REQUIRED WORK: An unaltered copy of every line below is the expected output.

[Data extracted from a collection]
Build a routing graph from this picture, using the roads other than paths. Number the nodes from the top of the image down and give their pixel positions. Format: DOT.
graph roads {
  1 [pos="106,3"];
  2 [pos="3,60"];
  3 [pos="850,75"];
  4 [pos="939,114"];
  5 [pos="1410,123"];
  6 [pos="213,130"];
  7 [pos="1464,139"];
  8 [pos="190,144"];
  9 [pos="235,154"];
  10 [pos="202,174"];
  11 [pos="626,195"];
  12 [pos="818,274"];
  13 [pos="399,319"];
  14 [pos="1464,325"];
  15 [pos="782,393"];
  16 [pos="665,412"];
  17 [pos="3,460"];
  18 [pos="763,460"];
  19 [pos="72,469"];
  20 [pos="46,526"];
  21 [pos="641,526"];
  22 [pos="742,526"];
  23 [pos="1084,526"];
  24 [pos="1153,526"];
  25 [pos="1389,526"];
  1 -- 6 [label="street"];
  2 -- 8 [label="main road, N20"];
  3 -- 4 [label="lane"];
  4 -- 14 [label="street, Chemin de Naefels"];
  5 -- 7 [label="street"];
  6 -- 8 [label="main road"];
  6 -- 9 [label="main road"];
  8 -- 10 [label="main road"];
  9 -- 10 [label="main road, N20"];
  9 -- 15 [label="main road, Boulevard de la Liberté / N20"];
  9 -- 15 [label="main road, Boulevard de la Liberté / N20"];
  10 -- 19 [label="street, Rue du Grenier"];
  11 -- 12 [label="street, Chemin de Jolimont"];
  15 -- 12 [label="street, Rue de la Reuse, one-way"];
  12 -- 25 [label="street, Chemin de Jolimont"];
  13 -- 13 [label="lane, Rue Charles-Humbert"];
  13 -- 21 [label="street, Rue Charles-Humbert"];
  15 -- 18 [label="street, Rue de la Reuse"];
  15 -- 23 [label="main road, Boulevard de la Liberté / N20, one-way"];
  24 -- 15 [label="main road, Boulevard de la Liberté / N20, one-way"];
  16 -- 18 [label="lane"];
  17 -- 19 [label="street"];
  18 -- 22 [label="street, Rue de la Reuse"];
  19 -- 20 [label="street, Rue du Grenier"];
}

EXPECTED OUTPUT:
Build a routing graph from this picture, using the roads other than paths. Number the nodes from the top of the image down and give their pixel positions. Format: DOT.
graph roads {
  1 [pos="106,3"];
  2 [pos="3,60"];
  3 [pos="850,75"];
  4 [pos="939,114"];
  5 [pos="1410,123"];
  6 [pos="213,130"];
  7 [pos="1464,139"];
  8 [pos="190,144"];
  9 [pos="235,154"];
  10 [pos="202,174"];
  11 [pos="626,195"];
  12 [pos="818,274"];
  13 [pos="399,319"];
  14 [pos="1464,325"];
  15 [pos="782,393"];
  16 [pos="665,412"];
  17 [pos="3,460"];
  18 [pos="763,460"];
  19 [pos="72,469"];
  20 [pos="46,526"];
  21 [pos="641,526"];
  22 [pos="742,526"];
  23 [pos="1084,526"];
  24 [pos="1153,526"];
  25 [pos="1389,526"];
  1 -- 6 [label="street"];
  2 -- 8 [label="main road, N20"];
  3 -- 4 [label="lane"];
  4 -- 14 [label="street, Chemin de Naefels"];
  5 -- 7 [label="street"];
  6 -- 8 [label="main road"];
  6 -- 9 [label="main road"];
  8 -- 10 [label="main road"];
  9 -- 10 [label="main road, N20"];
  9 -- 15 [label="main road, Boulevard de la Liberté / N20"];
  9 -- 15 [label="main road, Boulevard de la Liberté / N20"];
  10 -- 19 [label="street, Rue du Grenier"];
  11 -- 12 [label="street, Chemin de Jolimont"];
  15 -- 12 [label="street, Rue de la Reuse, one-way"];
  12 -- 25 [label="street, Chemin de Jolimont"];
  13 -- 13 [label="lane, Rue Charles-Humbert"];
  13 -- 21 [label="street, Rue Charles-Humbert"];
  15 -- 18 [label="street, Rue de la Reuse"];
  15 -- 23 [label="main road, Boulevard de la Liberté / N20, one-way"];
  24 -- 15 [label="main road, Boulevard de la Liberté / N20, one-way"];
  16 -- 18 [label="lane"];
  17 -- 19 [label="street"];
  18 -- 22 [label="street, Rue de la Reuse"];
  19 -- 20 [label="street, Rue du Grenier"];
}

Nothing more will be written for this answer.